━━━━━ The records ━━━━━

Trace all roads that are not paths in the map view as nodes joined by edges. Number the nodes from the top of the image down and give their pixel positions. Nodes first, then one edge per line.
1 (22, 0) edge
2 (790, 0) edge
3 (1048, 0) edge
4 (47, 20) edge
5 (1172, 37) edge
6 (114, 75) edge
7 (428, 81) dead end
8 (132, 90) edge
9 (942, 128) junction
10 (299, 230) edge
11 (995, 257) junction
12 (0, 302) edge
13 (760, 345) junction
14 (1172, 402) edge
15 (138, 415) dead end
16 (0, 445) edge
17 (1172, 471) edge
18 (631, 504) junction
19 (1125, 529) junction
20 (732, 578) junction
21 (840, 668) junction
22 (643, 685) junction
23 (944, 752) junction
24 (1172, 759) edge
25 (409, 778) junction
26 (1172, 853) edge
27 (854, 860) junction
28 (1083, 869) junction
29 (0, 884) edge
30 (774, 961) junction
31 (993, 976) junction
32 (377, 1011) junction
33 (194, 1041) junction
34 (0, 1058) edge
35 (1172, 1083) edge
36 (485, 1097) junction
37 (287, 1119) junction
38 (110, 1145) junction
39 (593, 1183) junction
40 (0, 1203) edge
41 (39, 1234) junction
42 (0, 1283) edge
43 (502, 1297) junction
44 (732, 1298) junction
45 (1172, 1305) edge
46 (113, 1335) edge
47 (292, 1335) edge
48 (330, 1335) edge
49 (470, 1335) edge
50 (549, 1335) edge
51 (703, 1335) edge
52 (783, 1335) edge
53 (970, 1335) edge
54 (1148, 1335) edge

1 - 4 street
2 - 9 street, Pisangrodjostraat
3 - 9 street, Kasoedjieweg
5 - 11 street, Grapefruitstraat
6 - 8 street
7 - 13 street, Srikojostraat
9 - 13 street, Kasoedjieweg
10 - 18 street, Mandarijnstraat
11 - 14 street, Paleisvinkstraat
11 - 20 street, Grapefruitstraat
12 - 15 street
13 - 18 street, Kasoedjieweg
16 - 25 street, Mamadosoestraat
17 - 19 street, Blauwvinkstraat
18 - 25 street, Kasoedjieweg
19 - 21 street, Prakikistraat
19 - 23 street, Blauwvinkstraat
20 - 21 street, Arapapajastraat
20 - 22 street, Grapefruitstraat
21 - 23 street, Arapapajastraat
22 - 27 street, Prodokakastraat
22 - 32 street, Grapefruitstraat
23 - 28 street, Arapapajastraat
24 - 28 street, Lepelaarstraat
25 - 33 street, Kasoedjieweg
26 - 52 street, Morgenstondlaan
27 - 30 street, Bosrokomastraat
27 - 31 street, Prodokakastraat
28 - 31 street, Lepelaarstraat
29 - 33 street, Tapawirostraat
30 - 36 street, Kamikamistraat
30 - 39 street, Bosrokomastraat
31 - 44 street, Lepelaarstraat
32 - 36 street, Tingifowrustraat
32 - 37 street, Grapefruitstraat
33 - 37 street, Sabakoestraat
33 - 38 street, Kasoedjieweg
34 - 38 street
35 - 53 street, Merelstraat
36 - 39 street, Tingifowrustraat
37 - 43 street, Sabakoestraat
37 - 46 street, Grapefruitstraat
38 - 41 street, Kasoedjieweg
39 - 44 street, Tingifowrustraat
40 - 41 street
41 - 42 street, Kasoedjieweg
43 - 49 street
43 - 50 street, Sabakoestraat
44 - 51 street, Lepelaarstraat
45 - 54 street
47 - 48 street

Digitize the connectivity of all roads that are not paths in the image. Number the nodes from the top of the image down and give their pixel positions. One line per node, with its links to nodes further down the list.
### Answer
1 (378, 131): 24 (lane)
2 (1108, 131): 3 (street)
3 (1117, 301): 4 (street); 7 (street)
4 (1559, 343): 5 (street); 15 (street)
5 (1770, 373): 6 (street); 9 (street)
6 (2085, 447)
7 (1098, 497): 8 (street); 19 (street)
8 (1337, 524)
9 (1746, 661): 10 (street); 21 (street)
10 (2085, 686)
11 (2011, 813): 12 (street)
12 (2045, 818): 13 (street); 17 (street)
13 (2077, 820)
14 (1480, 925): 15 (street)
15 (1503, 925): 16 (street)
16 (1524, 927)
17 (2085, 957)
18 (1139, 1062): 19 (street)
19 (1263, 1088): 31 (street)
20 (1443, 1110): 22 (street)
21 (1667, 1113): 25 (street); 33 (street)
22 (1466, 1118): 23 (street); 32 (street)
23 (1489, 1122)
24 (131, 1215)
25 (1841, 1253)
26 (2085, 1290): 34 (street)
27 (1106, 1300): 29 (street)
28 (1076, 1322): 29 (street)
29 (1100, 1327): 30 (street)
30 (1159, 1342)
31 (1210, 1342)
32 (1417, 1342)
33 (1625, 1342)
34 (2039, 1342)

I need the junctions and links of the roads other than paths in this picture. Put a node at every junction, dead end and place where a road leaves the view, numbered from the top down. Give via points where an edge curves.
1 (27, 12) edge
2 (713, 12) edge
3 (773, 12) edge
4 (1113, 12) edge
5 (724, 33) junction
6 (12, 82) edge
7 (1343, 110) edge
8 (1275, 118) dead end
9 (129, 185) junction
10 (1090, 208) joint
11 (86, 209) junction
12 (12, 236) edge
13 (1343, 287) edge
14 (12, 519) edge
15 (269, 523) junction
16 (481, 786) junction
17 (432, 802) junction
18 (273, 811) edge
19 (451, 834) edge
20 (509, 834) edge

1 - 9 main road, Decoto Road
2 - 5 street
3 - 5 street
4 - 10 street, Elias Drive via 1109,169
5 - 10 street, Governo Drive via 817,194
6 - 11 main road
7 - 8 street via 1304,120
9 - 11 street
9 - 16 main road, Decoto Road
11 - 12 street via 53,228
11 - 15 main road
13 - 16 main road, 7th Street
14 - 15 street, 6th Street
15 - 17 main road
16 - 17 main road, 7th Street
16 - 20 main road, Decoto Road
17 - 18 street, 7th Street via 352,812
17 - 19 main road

━━━━━

■ **Goal of the exercise**
The response should consist of the entries, retyped exactly and in full.

■ **Solution**
Trace all roads that are not paths in the map view as nodes joined by edges. Number the nodes from the top of the image down and give their pixel positions. Nodes first, then one edge per line.
1 (22, 0) edge
2 (790, 0) edge
3 (1048, 0) edge
4 (47, 20) edge
5 (1172, 37) edge
6 (114, 75) edge
7 (428, 81) dead end
8 (132, 90) edge
9 (942, 128) junction
10 (299, 230) edge
11 (995, 257) junction
12 (0, 302) edge
13 (760, 345) junction
14 (1172, 402) edge
15 (138, 415) dead end
16 (0, 445) edge
17 (1172, 471) edge
18 (631, 504) junction
19 (1125, 529) junction
20 (732, 578) junction
21 (840, 668) junction
22 (643, 685) junction
23 (944, 752) junction
24 (1172, 759) edge
25 (409, 778) junction
26 (1172, 853) edge
27 (854, 860) junction
28 (1083, 869) junction
29 (0, 884) edge
30 (774, 961) junction
31 (993, 976) junction
32 (377, 1011) junction
33 (194, 1041) junction
34 (0, 1058) edge
35 (1172, 1083) edge
36 (485, 1097) junction
37 (287, 1119) junction
38 (110, 1145) junction
39 (593, 1183) junction
40 (0, 1203) edge
41 (39, 1234) junction
42 (0, 1283) edge
43 (502, 1297) junction
44 (732, 1298) junction
45 (1172, 1305) edge
46 (113, 1335) edge
47 (292, 1335) edge
48 (330, 1335) edge
49 (470, 1335) edge
50 (549, 1335) edge
51 (703, 1335) edge
52 (783, 1335) edge
53 (970, 1335) edge
54 (1148, 1335) edge

1 - 4 street
2 - 9 street, Pisangrodjostraat
3 - 9 street, Kasoedjieweg
5 - 11 street, Grapefruitstraat
6 - 8 street
7 - 13 street, Srikojostraat
9 - 13 street, Kasoedjieweg
10 - 18 street, Mandarijnstraat
11 - 14 street, Paleisvinkstraat
11 - 20 street, Grapefruitstraat
12 - 15 street
13 - 18 street, Kasoedjieweg
16 - 25 street, Mamadosoestraat
17 - 19 street, Blauwvinkstraat
18 - 25 street, Kasoedjieweg
19 - 21 street, Prakikistraat
19 - 23 street, Blauwvinkstraat
20 - 21 street, Arapapajastraat
20 - 22 street, Grapefruitstraat
21 - 23 street, Arapapajastraat
22 - 27 street, Prodokakastraat
22 - 32 street, Grapefruitstraat
23 - 28 street, Arapapajastraat
24 - 28 street, Lepelaarstraat
25 - 33 street, Kasoedjieweg
26 - 52 street, Morgenstondlaan
27 - 30 street, Bosrokomastraat
27 - 31 street, Prodokakastraat
28 - 31 street, Lepelaarstraat
29 - 33 street, Tapawirostraat
30 - 36 street, Kamikamistraat
30 - 39 street, Bosrokomastraat
31 - 44 street, Lepelaarstraat
32 - 36 street, Tingifowrustraat
32 - 37 street, Grapefruitstraat
33 - 37 street, Sabakoestraat
33 - 38 street, Kasoedjieweg
34 - 38 street
35 - 53 street, Merelstraat
36 - 39 street, Tingifowrustraat
37 - 43 street, Sabakoestraat
37 - 46 street, Grapefruitstraat
38 - 41 street, Kasoedjieweg
39 - 44 street, Tingifowrustraat
40 - 41 street
41 - 42 street, Kasoedjieweg
43 - 49 street
43 - 50 street, Sabakoestraat
44 - 51 street, Lepelaarstraat
45 - 54 street
47 - 48 street

Digitize the connectivity of all roads that are not paths in the image. Number the nodes from the top of the image down and give their pixel positions. One line per node, with its links to nodes further down the list.
### Answer
1 (378, 131): 24 (lane)
2 (1108, 131): 3 (street)
3 (1117, 301): 4 (street); 7 (street)
4 (1559, 343): 5 (street); 15 (street)
5 (1770, 373): 6 (street); 9 (street)
6 (2085, 447)
7 (1098, 497): 8 (street); 19 (street)
8 (1337, 524)
9 (1746, 661): 10 (street); 21 (street)
10 (2085, 686)
11 (2011, 813): 12 (street)
12 (2045, 818): 13 (street); 17 (street)
13 (2077, 820)
14 (1480, 925): 15 (street)
15 (1503, 925): 16 (street)
16 (1524, 927)
17 (2085, 957)
18 (1139, 1062): 19 (street)
19 (1263, 1088): 31 (street)
20 (1443, 1110): 22 (street)
21 (1667, 1113): 25 (street); 33 (street)
22 (1466, 1118): 23 (street); 32 (street)
23 (1489, 1122)
24 (131, 1215)
25 (1841, 1253)
26 (2085, 1290): 34 (street)
27 (1106, 1300): 29 (street)
28 (1076, 1322): 29 (street)
29 (1100, 1327): 30 (street)
30 (1159, 1342)
31 (1210, 1342)
32 (1417, 1342)
33 (1625, 1342)
34 (2039, 1342)

I need the junctions and links of the roads other than paths in this picture. Put a node at every junction, dead end and place where a road leaves the view, numbered from the top down. Give via points where an edge curves.
1 (27, 12) edge
2 (713, 12) edge
3 (773, 12) edge
4 (1113, 12) edge
5 (724, 33) junction
6 (12, 82) edge
7 (1343, 110) edge
8 (1275, 118) dead end
9 (129, 185) junction
10 (1090, 208) joint
11 (86, 209) junction
12 (12, 236) edge
13 (1343, 287) edge
14 (12, 519) edge
15 (269, 523) junction
16 (481, 786) junction
17 (432, 802) junction
18 (273, 811) edge
19 (451, 834) edge
20 (509, 834) edge

1 - 9 main road, Decoto Road
2 - 5 street
3 - 5 street
4 - 10 street, Elias Drive via 1109,169
5 - 10 street, Governo Drive via 817,194
6 - 11 main road
7 - 8 street via 1304,120
9 - 11 street
9 - 16 main road, Decoto Road
11 - 12 street via 53,228
11 - 15 main road
13 - 16 main road, 7th Street
14 - 15 street, 6th Street
15 - 17 main road
16 - 17 main road, 7th Street
16 - 20 main road, Decoto Road
17 - 18 street, 7th Street via 352,812
17 - 19 main road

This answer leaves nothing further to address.